Data in this exercise
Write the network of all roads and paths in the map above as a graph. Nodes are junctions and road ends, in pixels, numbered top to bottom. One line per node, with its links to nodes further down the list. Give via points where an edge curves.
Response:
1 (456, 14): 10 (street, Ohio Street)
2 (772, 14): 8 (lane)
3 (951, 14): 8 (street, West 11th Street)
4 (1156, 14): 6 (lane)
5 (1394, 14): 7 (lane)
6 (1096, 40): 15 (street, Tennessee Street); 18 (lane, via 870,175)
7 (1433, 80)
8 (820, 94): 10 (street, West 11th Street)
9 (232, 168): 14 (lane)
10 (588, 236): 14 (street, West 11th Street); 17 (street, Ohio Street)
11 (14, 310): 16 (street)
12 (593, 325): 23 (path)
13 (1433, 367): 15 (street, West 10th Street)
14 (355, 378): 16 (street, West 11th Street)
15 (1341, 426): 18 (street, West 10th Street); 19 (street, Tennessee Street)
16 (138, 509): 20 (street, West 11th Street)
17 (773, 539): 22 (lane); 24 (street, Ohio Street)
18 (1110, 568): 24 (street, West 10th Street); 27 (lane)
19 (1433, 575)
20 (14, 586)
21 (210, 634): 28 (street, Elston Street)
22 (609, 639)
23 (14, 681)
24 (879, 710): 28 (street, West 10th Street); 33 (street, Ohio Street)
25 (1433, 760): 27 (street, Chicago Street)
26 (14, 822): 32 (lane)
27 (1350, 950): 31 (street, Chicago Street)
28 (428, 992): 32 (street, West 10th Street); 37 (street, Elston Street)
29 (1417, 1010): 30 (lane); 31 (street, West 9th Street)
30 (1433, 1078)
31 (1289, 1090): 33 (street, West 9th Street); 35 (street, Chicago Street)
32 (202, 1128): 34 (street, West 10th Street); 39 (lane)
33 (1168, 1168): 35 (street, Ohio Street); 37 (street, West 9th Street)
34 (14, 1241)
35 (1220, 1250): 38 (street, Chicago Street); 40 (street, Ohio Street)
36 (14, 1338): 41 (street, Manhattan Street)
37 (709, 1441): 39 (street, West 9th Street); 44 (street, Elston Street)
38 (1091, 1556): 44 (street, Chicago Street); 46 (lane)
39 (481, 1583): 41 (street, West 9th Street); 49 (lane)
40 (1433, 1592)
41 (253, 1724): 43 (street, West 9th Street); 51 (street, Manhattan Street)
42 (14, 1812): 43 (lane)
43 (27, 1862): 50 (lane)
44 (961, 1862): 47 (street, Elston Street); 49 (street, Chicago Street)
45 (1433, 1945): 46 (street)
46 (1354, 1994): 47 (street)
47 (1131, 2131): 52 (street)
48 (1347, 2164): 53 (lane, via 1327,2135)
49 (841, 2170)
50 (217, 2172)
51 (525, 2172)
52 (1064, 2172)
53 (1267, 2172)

Task details
Where a line contains the word "Elston", copy that line from the listing above.

Task answer
21 (210, 634): 28 (street, Elston Street)
28 (428, 992): 32 (street, West 10th Street); 37 (street, Elston Street)
37 (709, 1441): 39 (street, West 9th Street); 44 (street, Elston Street)
44 (961, 1862): 47 (street, Elston Street); 49 (street, Chicago Street)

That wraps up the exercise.